WHAT THE EXERCISE ASKS ->
Go through the data line by line. Copy each one holding the string "numbered".

Extracted records
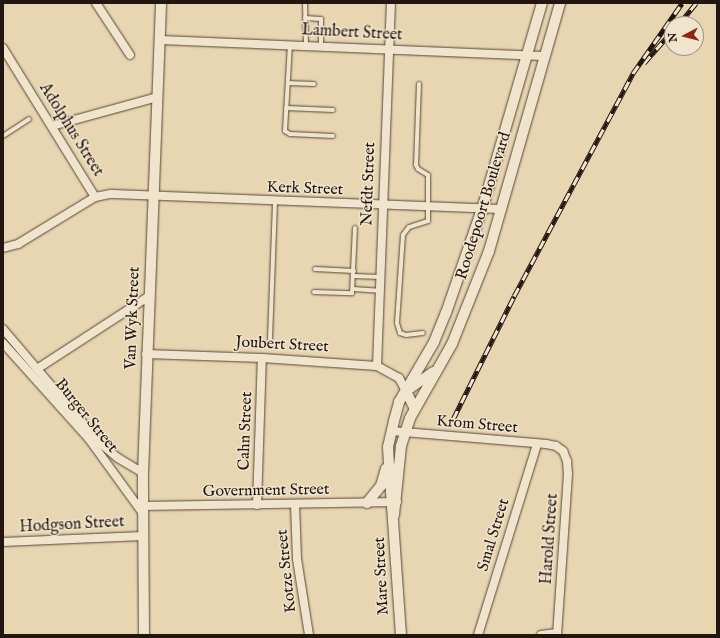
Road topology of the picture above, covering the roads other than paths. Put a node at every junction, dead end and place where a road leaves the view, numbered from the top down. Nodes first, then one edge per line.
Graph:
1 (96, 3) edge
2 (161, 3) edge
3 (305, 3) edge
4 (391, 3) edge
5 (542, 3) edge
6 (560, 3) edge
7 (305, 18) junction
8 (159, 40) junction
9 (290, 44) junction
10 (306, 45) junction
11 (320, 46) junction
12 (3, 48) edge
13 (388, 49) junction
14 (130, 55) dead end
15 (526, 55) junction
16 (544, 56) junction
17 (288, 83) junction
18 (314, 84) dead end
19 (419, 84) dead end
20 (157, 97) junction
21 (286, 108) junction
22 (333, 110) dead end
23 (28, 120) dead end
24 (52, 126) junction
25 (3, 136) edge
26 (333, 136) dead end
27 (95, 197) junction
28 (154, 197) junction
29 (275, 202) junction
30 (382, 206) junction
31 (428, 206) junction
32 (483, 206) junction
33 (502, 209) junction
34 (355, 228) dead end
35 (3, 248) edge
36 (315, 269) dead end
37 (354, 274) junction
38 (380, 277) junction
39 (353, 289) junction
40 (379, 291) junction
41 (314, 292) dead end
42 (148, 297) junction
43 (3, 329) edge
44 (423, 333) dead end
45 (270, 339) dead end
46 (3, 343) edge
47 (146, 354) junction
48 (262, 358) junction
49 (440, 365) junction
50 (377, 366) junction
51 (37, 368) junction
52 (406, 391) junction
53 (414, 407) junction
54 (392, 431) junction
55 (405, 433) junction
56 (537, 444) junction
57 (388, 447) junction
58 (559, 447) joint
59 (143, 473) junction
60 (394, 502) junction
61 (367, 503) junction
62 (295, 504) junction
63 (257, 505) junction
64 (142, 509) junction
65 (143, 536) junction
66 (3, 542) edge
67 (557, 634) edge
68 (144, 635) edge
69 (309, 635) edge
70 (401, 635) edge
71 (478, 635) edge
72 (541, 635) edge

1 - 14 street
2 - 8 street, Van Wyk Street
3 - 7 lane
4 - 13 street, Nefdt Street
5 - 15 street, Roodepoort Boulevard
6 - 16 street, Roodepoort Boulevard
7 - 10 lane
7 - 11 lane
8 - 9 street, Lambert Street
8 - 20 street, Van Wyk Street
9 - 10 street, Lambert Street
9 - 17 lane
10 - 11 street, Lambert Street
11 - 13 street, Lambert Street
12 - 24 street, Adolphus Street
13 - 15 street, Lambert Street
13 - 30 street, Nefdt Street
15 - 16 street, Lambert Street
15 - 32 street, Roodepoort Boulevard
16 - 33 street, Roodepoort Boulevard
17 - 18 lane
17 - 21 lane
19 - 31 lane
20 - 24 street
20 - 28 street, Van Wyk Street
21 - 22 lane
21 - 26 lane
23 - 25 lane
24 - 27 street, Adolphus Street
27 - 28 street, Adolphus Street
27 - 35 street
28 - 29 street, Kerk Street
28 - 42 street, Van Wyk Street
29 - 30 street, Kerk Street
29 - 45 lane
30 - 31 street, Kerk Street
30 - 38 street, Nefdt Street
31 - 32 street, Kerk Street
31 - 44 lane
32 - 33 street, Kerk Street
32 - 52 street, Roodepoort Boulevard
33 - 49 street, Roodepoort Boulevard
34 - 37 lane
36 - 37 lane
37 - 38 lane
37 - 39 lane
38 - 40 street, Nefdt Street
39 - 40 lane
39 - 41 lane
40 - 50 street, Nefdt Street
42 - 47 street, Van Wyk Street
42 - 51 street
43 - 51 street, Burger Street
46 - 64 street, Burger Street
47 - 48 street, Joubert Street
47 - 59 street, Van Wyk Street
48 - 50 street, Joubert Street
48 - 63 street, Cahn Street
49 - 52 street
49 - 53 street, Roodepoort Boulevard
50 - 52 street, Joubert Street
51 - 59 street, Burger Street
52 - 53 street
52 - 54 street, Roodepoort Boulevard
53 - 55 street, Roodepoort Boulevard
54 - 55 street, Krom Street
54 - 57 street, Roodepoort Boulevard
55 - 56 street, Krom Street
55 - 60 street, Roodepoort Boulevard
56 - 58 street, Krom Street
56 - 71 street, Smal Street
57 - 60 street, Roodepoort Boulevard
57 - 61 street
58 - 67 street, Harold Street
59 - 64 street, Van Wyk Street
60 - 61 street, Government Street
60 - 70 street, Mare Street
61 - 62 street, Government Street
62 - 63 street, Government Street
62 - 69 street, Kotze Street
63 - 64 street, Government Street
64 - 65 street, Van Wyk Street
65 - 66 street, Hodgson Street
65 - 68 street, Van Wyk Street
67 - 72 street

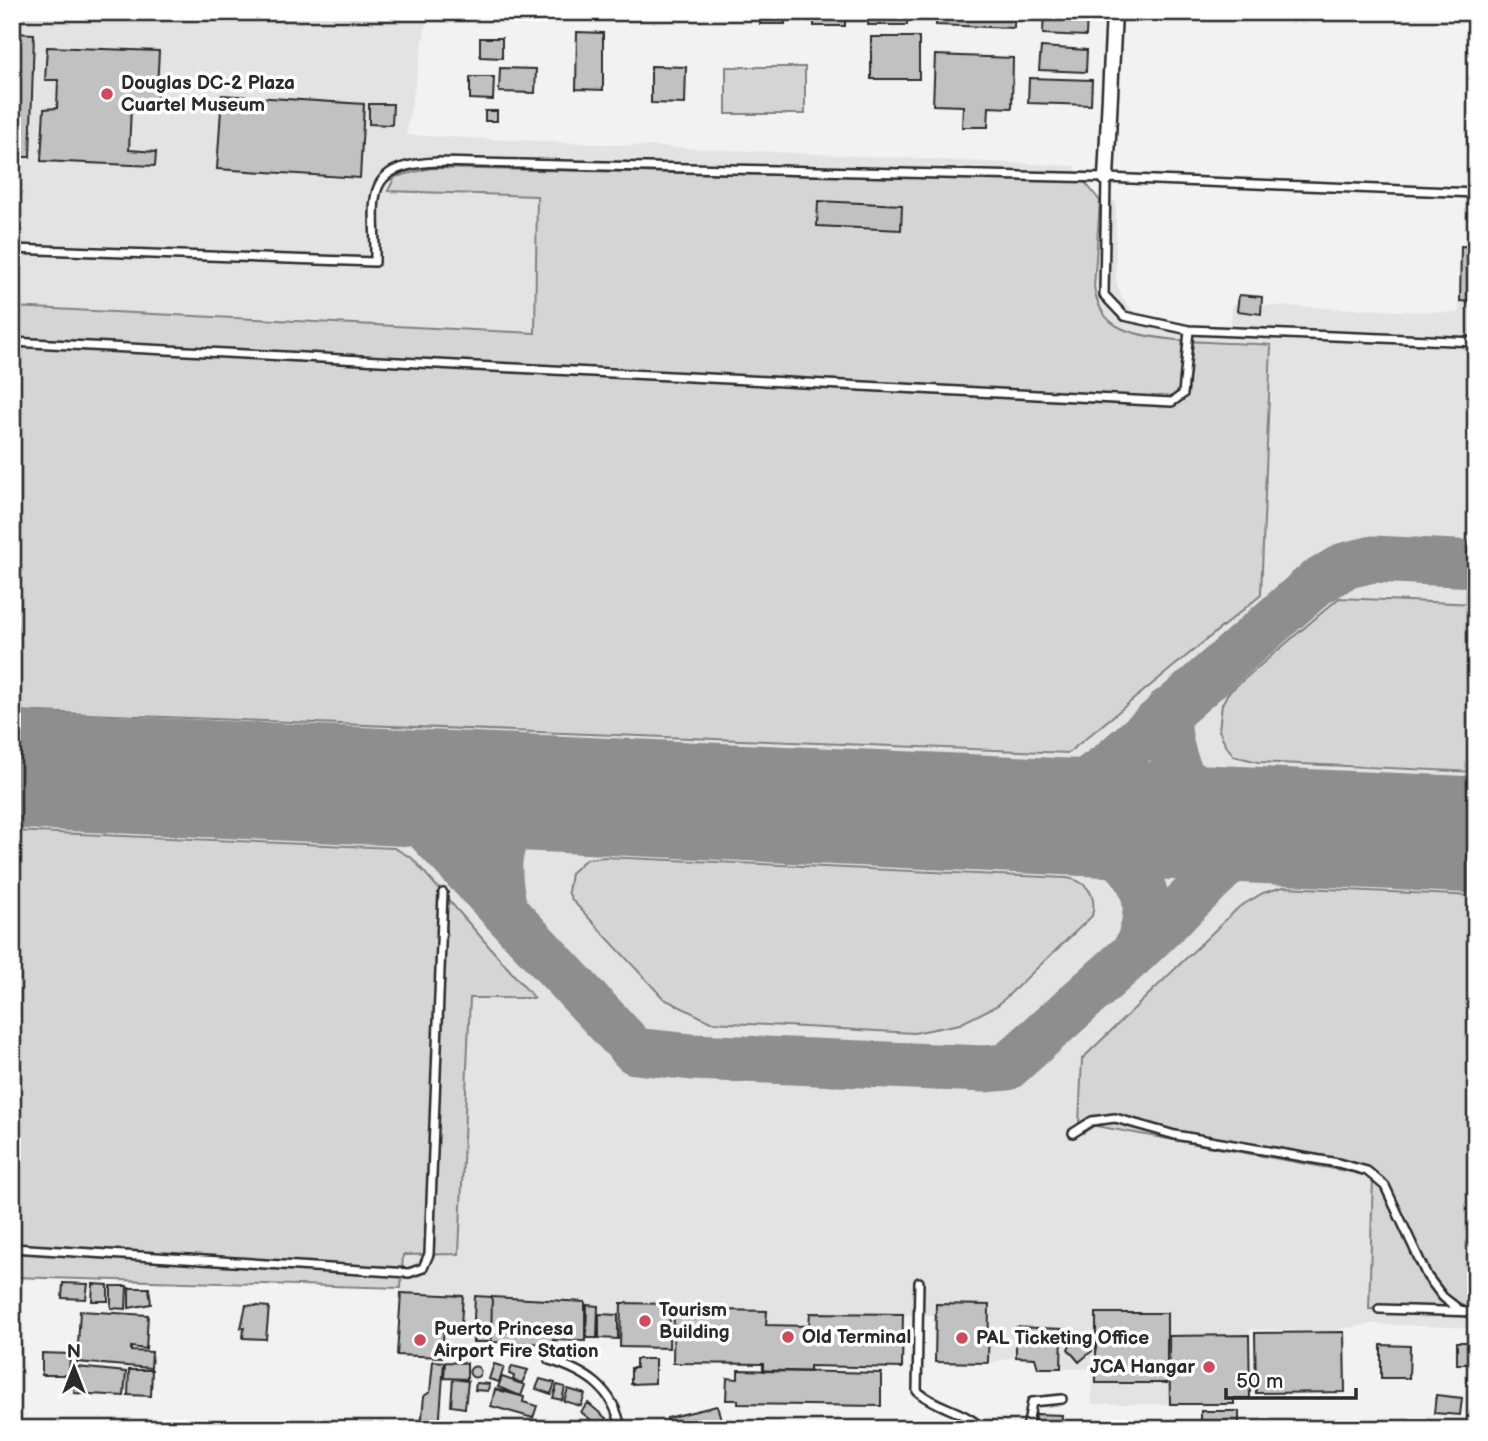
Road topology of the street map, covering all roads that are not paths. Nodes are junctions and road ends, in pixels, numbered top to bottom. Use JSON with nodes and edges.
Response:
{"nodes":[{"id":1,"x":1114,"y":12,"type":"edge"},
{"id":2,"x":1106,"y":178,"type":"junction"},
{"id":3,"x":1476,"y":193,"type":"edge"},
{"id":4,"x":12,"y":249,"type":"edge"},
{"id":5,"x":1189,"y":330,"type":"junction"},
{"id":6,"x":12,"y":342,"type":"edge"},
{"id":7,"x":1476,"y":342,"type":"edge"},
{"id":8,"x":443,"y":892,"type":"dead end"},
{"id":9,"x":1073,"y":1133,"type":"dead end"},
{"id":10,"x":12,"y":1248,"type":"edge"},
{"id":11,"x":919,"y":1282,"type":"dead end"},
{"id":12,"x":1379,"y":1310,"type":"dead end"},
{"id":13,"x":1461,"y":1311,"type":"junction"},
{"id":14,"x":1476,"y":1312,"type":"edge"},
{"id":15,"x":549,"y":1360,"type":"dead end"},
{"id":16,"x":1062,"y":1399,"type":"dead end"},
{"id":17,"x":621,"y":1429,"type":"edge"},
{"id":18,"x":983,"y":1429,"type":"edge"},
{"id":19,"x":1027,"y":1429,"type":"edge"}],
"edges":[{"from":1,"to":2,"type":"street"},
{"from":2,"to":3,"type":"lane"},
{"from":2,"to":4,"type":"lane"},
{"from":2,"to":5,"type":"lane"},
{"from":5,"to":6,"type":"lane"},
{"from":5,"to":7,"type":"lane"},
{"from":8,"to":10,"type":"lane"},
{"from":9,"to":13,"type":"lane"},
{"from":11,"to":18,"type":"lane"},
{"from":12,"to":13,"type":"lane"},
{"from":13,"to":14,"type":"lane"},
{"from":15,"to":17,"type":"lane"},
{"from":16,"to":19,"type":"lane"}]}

---

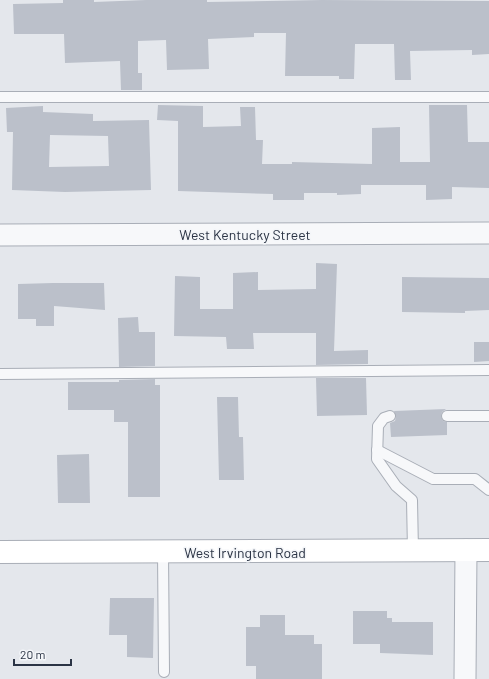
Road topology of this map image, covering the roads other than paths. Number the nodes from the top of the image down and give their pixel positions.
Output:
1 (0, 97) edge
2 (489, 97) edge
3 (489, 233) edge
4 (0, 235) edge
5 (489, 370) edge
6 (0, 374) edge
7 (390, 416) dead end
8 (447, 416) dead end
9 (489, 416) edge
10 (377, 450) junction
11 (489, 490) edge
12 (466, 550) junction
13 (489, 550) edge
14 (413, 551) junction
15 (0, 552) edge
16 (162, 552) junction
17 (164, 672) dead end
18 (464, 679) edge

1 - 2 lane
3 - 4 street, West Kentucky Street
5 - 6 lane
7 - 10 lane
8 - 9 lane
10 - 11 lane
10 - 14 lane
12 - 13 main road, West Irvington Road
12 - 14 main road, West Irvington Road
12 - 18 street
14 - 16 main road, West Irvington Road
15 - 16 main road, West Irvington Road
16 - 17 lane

ANSWER TO THE PROBLEM ->
Road topology of the picture above, covering the roads other than paths. Put a node at every junction, dead end and place where a road leaves the view, numbered from the top down. Nodes first, then one edge per line.
Road topology of the street map, covering all roads that are not paths. Nodes are junctions and road ends, in pixels, numbered top to bottom. Use JSON with nodes and edges.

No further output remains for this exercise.